A scholarly, critical, mostly illuminating study of the life and work of the great Serbian inventor.
Nikola Tesla (1856–1943) is so central a figure in the annals of modern science, writes Carlson (Science, Technology and Engineering/Univ. of Virginia; Technology in World History, 2005, etc.), that he has come to be regarded as “second only to Leonardo da Vinci in terms of technological virtuosity” and is sometimes portrayed as the single-handed inventor of the modern age, thwarted by the envious likes of Thomas Edison and Guglielmo Marconi. The truth is more complicated, and though Tesla’s innovations figure in the everyday technology of the present day, he seems to have had more failures than successes, as well as a singular knack for having his thunder stolen by his competitors. Carlson examines Tesla’s processes of invention, experimentation and confirmation, as well as how he brought (or failed to bring) his inventions to market.

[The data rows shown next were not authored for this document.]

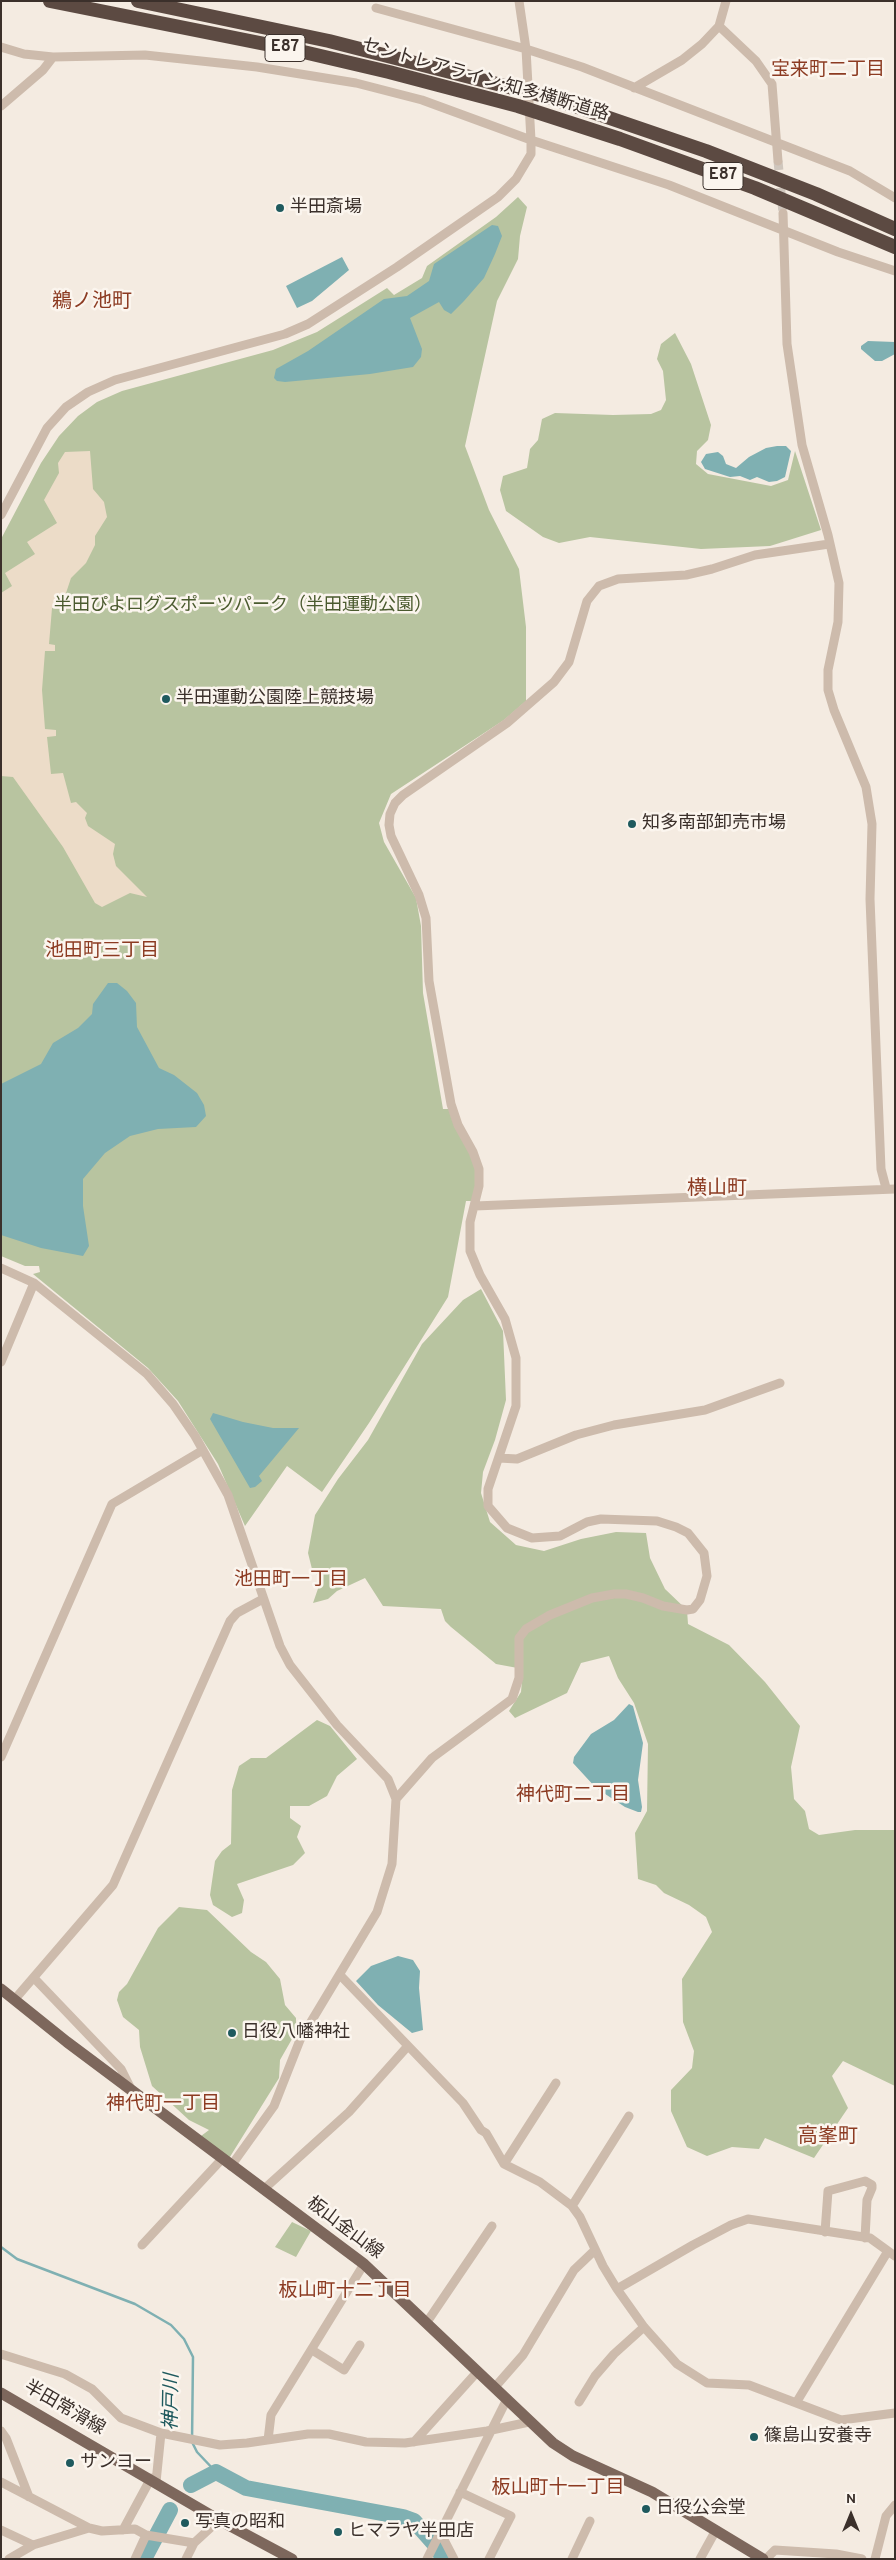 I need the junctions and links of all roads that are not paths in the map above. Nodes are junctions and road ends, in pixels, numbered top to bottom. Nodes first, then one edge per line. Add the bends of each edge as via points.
1 (50, 1) edge
2 (138, 1) edge
3 (519, 1) edge
4 (726, 1) edge
5 (376, 8) dead end
6 (719, 26) junction
7 (1, 47) edge
8 (526, 49) junction
9 (53, 57) junction
10 (634, 88) junction
11 (1, 106) edge
12 (531, 140) junction
13 (775, 142) junction
14 (778, 161) tunnel mouth
15 (895, 198) edge
16 (783, 213) tunnel mouth
17 (782, 228) junction
18 (895, 229) edge
19 (895, 247) edge
20 (895, 271) edge
21 (1, 514) edge
22 (829, 544) junction
23 (890, 1188) edge
24 (475, 1206) junction
25 (1, 1268) edge
26 (34, 1283) junction
27 (1, 1362) edge
28 (780, 1383) dead end
29 (203, 1450) junction
30 (499, 1458) junction
31 (263, 1599) junction
32 (1, 1757) edge
33 (396, 1800) junction
34 (340, 1975) junction
35 (34, 1978) junction
36 (1, 1989) edge
37 (15, 2000) junction
38 (407, 2047) junction
39 (556, 2083) dead end
40 (131, 2089) junction
41 (630, 2116) dead end
42 (227, 2162) junction
43 (504, 2164) junction
44 (264, 2189) junction
45 (572, 2206) junction
46 (492, 2226) dead end
47 (825, 2232) junction
48 (865, 2238) junction
49 (142, 2246) dead end
50 (595, 2250) junction
51 (891, 2254) edge
52 (364, 2264) junction
53 (617, 2289) junction
54 (427, 2322) junction
55 (644, 2327) junction
56 (360, 2345) dead end
57 (312, 2350) junction
58 (1, 2354) edge
59 (478, 2371) junction
60 (495, 2387) junction
61 (1, 2393) edge
62 (507, 2399) junction
63 (579, 2402) dead end
64 (796, 2403) junction
65 (894, 2413) edge
66 (529, 2422) junction
67 (895, 2424) edge
68 (493, 2429) junction
69 (1, 2431) edge
70 (161, 2433) junction
71 (268, 2440) junction
72 (414, 2442) junction
73 (154, 2480) junction
74 (1, 2482) edge
75 (460, 2492) junction
76 (29, 2497) junction
77 (895, 2505) edge
78 (219, 2520) junction
79 (590, 2521) dead end
80 (89, 2528) junction
81 (1, 2530) edge
82 (123, 2530) junction
83 (716, 2530) junction
84 (440, 2532) junction
85 (146, 2535) junction
86 (194, 2543) junction
87 (33, 2545) junction
88 (429, 2554) edge
89 (9, 2559) edge
90 (135, 2559) edge
91 (186, 2559) edge
92 (292, 2559) edge
93 (454, 2559) edge
94 (489, 2559) edge
95 (572, 2559) edge
96 (700, 2559) edge
97 (765, 2559) edge
98 (862, 2559) edge
99 (875, 2559) edge

1 - 19 highway, セントレアライン;知多横断道路 / E87 via 295,50 518,106 755,188
2 - 18 highway, セントレアライン;知多横断道路 / E87 via 329,41 548,97 706,150
3 - 8 street
4 - 6 street
5 - 8 street
6 - 10 street via 682,60
6 - 13 street via 756,61 772,84
7 - 9 street via 24,54
8 - 10 street
8 - 12 street
9 - 11 street via 43,70
9 - 12 street via 145,56 257,67 338,80 422,100
10 - 13 street
12 - 17 street via 669,185
12 - 21 street via 524,168 498,197 308,324 285,334 115,380 88,392 47,428
13 - 14 street
13 - 15 street via 850,171
16 - 17 street
17 - 20 street via 838,252
17 - 22 street via 787,344 802,445
22 - 23 street via 839,582 839,604 828,670 828,690 864,780 872,824 870,899 881,1169
22 - 24 street via 755,555 686,575 618,579 600,586 587,600 569,662 554,682 507,722 403,795 392,808 391,836 420,895 426,918 427,968 451,1104 479,1170
23 - 24 street
24 - 30 street via 470,1222 471,1258 505,1319 517,1368 516,1406
25 - 26 street
26 - 27 street
26 - 29 street via 146,1374 173,1404
28 - 30 street via 705,1410 614,1425 576,1435 517,1459
29 - 31 street via 228,1496
29 - 32 street via 112,1504
30 - 33 street via 487,1500 491,1511 507,1528 540,1538 560,1536 587,1522 601,1519 657,1521 676,1527 688,1533 704,1552 707,1576 700,1600 693,1609 687,1610 626,1594 603,1596 550,1615 526,1629 519,1638 519,1678 512,1699 442,1749
31 - 33 street via 290,1665 336,1725 388,1779
31 - 35 street via 237,1613 230,1621 113,1885
33 - 34 street via 395,1844 388,1884 374,1919
34 - 38 street
34 - 42 street via 300,2040 274,2106
35 - 37 street
35 - 40 street via 121,2069
36 - 37 main road, 板山金山線
37 - 40 main road, 板山金山線
38 - 43 street via 463,2103
38 - 44 street via 349,2112
39 - 43 street
40 - 42 main road, 板山金山線
41 - 45 street
42 - 44 main road, 板山金山線
42 - 49 street
43 - 45 street via 540,2182
44 - 52 main road, 板山金山線
45 - 50 street
46 - 54 street
47 - 48 street
47 - 48 street via 828,2190 865,2181 872,2185 867,2200
47 - 53 street via 758,2219 742,2220
48 - 51 street via 870,2238
50 - 53 street
50 - 60 street via 574,2270 523,2355
51 - 64 street
52 - 54 main road, 板山金山線
52 - 57 street
53 - 55 street
54 - 59 main road, 板山金山線
55 - 63 street via 614,2354
55 - 64 street via 677,2364 707,2383 749,2385
56 - 57 street via 344,2370
57 - 71 street via 271,2415
58 - 70 street via 65,2374 92,2389 121,2418
59 - 60 main road, 板山金山線
59 - 72 street
60 - 62 main road, 板山金山線
61 - 73 main road, 半田常滑線
62 - 66 main road, 板山金山線
62 - 68 street
64 - 65 street via 846,2420
65 - 67 street
66 - 68 street
66 - 83 main road, 板山金山線 via 552,2443 573,2456 652,2492
68 - 72 street
68 - 75 street
69 - 76 street
70 - 71 street via 229,2445
70 - 73 street
71 - 72 street via 329,2434 384,2444
73 - 78 main road, 半田常滑線
73 - 82 street
74 - 76 street
75 - 84 street
75 - 94 street via 511,2516
76 - 80 street
77 - 99 street via 886,2516
78 - 86 street
78 - 92 main road, 半田常滑線
79 - 95 street
80 - 82 street
80 - 87 street
81 - 87 street
82 - 85 street via 135,2530
83 - 96 street
83 - 97 main road, 板山金山線
84 - 88 street
84 - 93 street
85 - 86 street
85 - 90 street
86 - 91 street
87 - 89 street
97 - 98 street via 775,2550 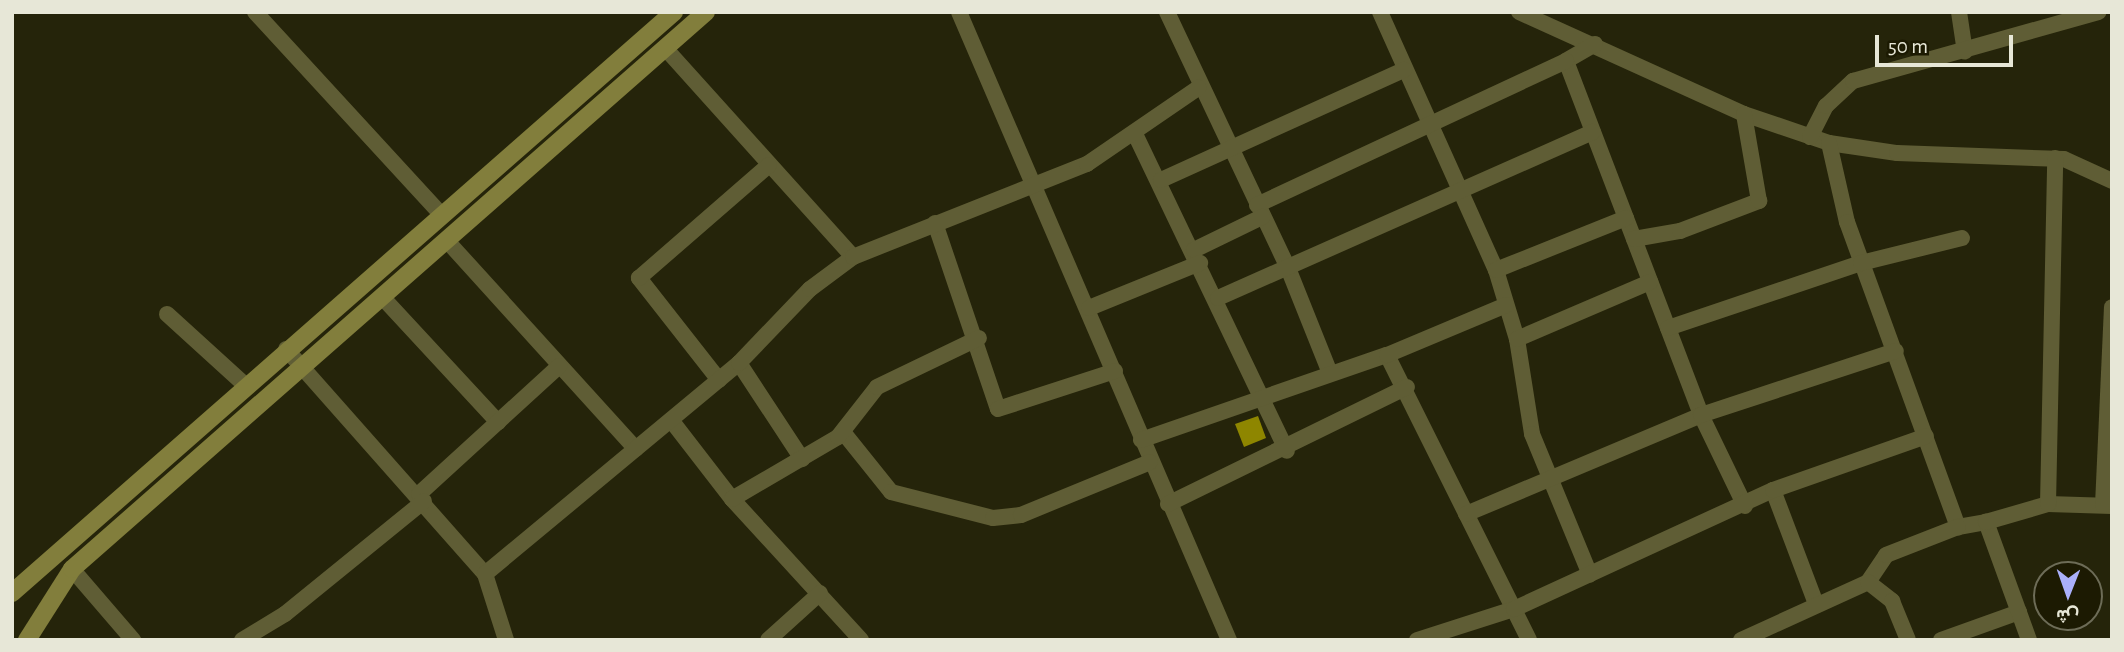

Though the author protests early on that he will work from documentary evidence and not speculation, he hazards a few smart guesses from time to time (“I suspect that this willingness to seek the ideal grew out of the religious beliefs he acquired from his father and uncles in the Serbian Orthodox Church”; “I don’t think Tesla was at all worried as he had full confidence in his abilities as an inventor”). One, central if sometimes overlooked in other more celebratory studies, is the origin of Tesla’s notions of a rotating magnetic field, which may or may not have come from the work of a British contemporary—or, alternately, from an insight garnered from a between-the-lines reading of Goethe. Carlson also offers insight into Tesla’s urge to create disruptive technologies and to pursue “the grander and more difficult challenges.”
Carlson tends to academic dryness and to a fondness for the smallest of details. Though Tesla deserves such serious treatment, his book is likelier to appeal to specialists than general readers.